Apart from sourcing videos, factsheets and stories geared to the challenges of the young, TINO ( invites followers to Tune Your Mood, a section geared to helping us understand the power of music on our wellbeing. 

“Most of us listen to music regardless of age, from toddlers listening to favourite rhymes to make a car journey easier, to teens selecting songs that are good to study to or adults selecting mood-boosting songs that evoke happy memories in the current day,” explains Lynsey. 

The right song, she contends, can change a mood, set a new mood or help the mood feel better, activating feel-good chemicals such as endorphins and oxytocin, sometimes known as the love hormone, in our bodies. 

Equally, poorly chosen music can make us feel worse. “This is where understanding and becoming aware of how music is affecting us is so important, and a powerful tool,” says Lynsey who holds a degree in public relations with a background in community services including drug education and family support, Music can be a double-edged sword, she contends. Some songs can start off being helpful, allowing us to vent our emotions, but then they leave us in a heap. “They might make us feel angrier and stressed, or bring back negative memories or experiences, unpleasant feelings that make us spiral instead,” she says. “Once you recognise this, you have the power to adjust this amazing tool by using it as a prevention device, by actively choosing not to listen to certain music at certain times. 

This is where TINO comes in. 

It encourages young people to take care of their moods, maybe by pressing skip and selecting a new song or playlist to take their mood to a more positive space, to feel more in control of their thoughts and feelings. Rather than dictating, TINO shares playlists, compiled by young people themselves, of mood-boosting songs proven to lift the spirits, to relax and comfort, relieving listeners of stress and anxiety. 

While some suggested songs might seem irrelevant, Lynsey says it’s all about music preference. What works for one person and is quite personal to them might not work for another.

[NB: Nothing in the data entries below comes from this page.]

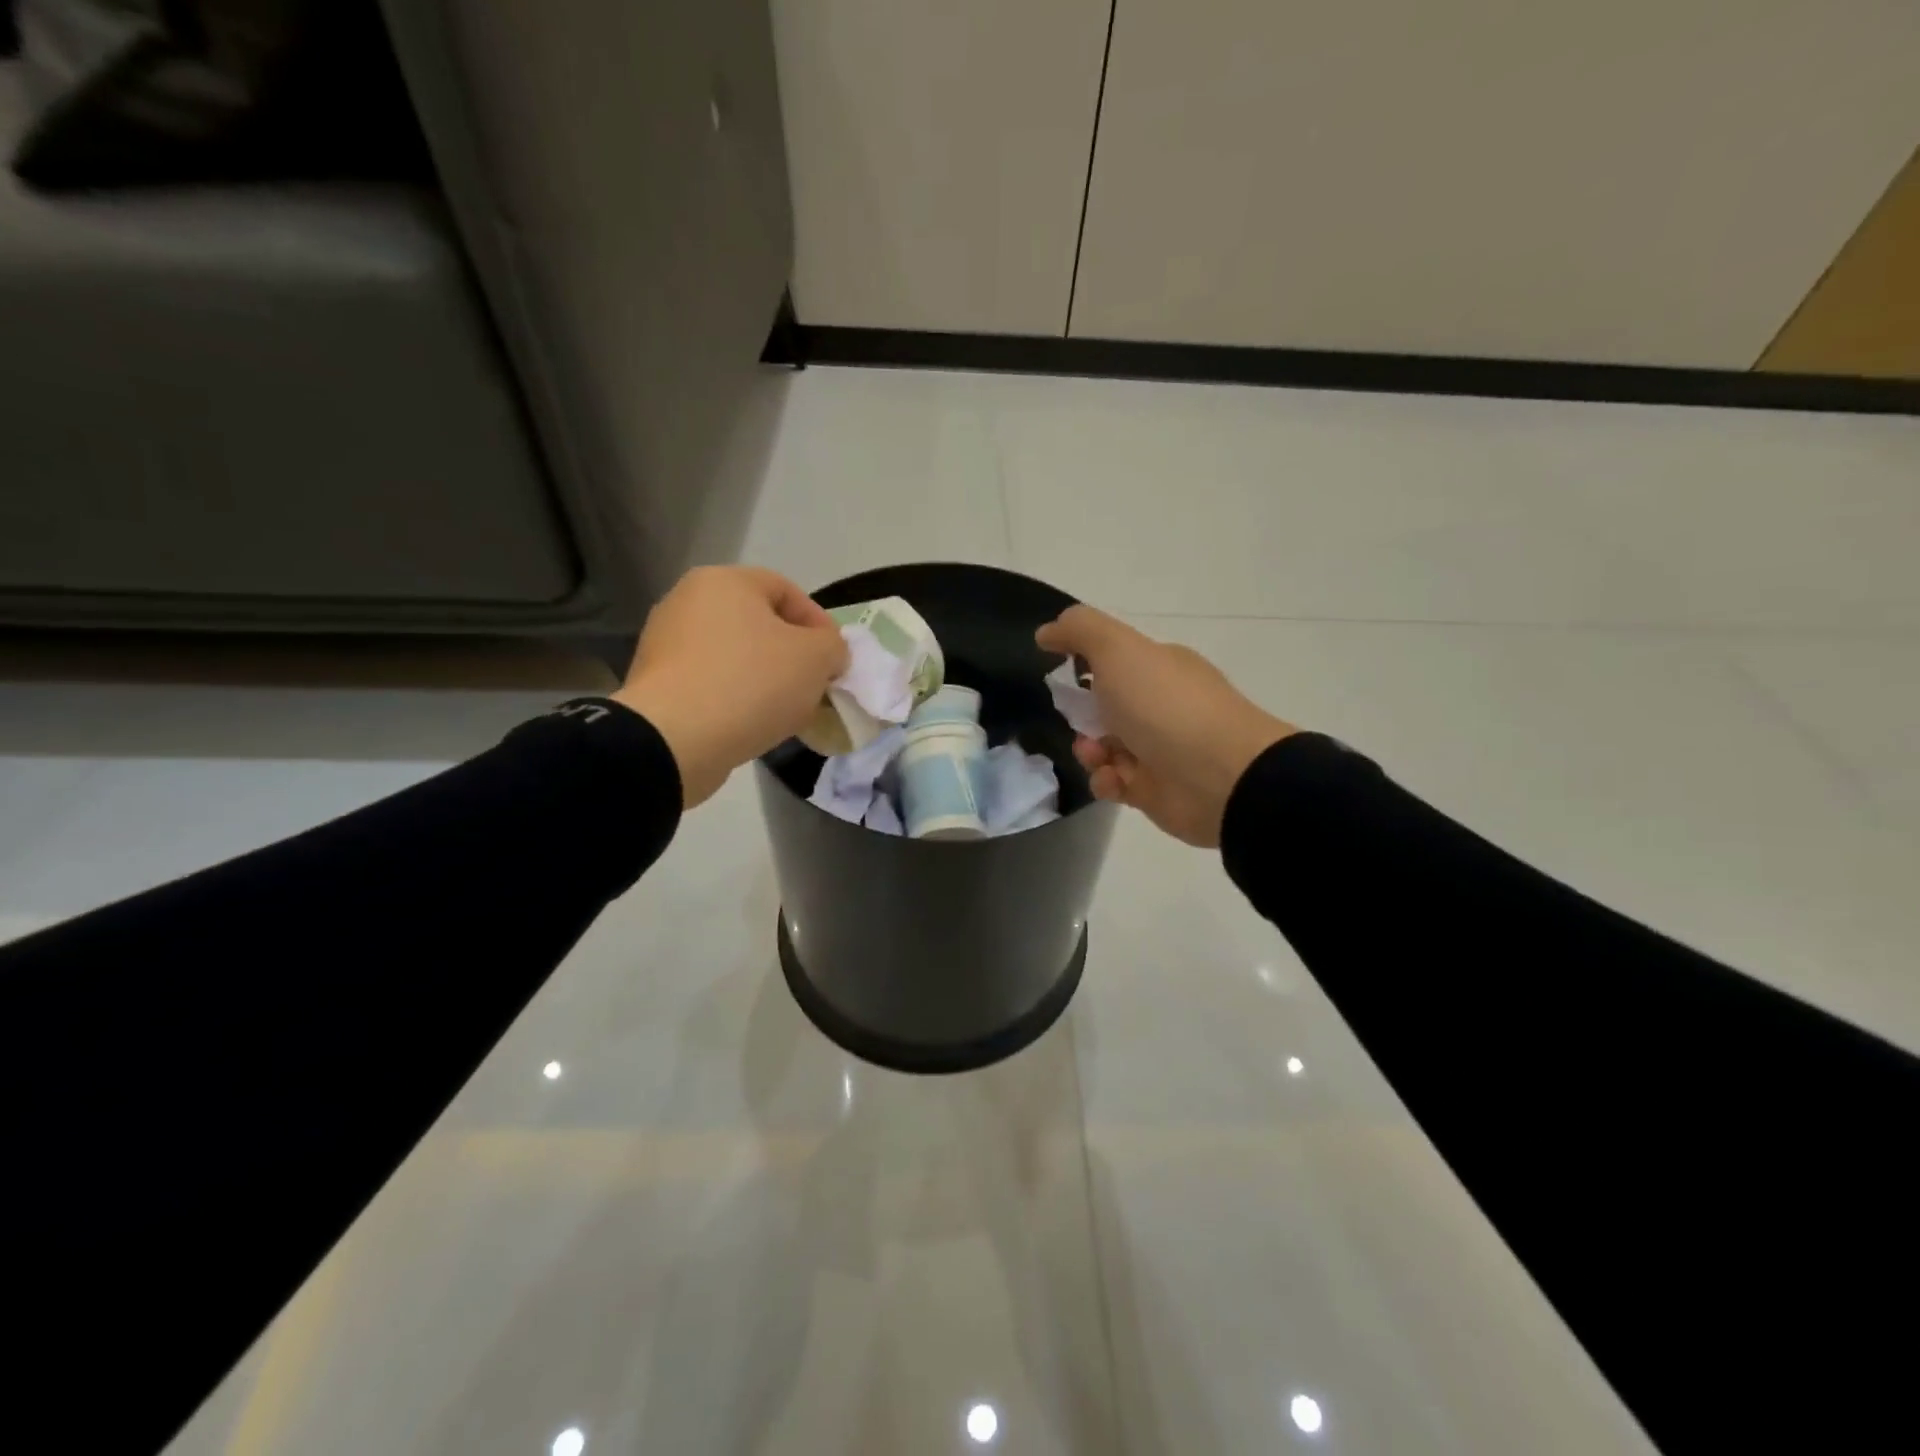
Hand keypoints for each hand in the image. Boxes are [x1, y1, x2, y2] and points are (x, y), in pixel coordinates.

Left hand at [614, 566, 848, 808]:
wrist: (674, 740)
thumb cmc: (751, 683)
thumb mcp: (816, 658)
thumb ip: (834, 647)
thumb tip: (827, 654)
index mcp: (724, 581)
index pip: (788, 591)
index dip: (820, 625)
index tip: (836, 662)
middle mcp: (687, 601)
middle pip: (759, 625)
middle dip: (793, 656)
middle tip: (814, 687)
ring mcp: (665, 643)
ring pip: (735, 656)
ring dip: (766, 680)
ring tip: (786, 712)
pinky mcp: (656, 684)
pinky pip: (711, 683)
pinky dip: (735, 698)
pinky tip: (752, 725)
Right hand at [1036, 606, 1294, 847]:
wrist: (1220, 776)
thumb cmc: (1165, 706)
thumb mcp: (1118, 650)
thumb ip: (1079, 630)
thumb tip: (1046, 632)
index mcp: (1159, 667)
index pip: (1113, 660)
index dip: (1083, 665)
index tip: (1059, 674)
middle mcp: (1161, 705)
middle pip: (1104, 706)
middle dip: (1081, 714)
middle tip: (1079, 721)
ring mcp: (1159, 748)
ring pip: (1104, 747)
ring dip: (1089, 750)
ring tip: (1097, 756)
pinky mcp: (1154, 789)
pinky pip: (1115, 783)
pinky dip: (1106, 781)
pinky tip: (1113, 780)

She suggests we all learn to recognise how songs make us feel, play around with our music choices and even make our own playlists. “You might find a new style of music that is really positive for you.” 

With two teenage children herself, a daughter 16 and a son 13, she is well placed to observe the positive effect music can have on the young. So what is her own favourite mood-boosting music? Definitely the Red Hot Chilli Peppers. 

“A bit of the Red Hot Chilli Peppers is a family favourite, from father to son their music is something all of us appreciate.” 

Yet, not unexpectedly, sad songs, especially those that raise sadder emotions, are generally out. Too negative. “I much prefer upbeat nice music,” she assures. 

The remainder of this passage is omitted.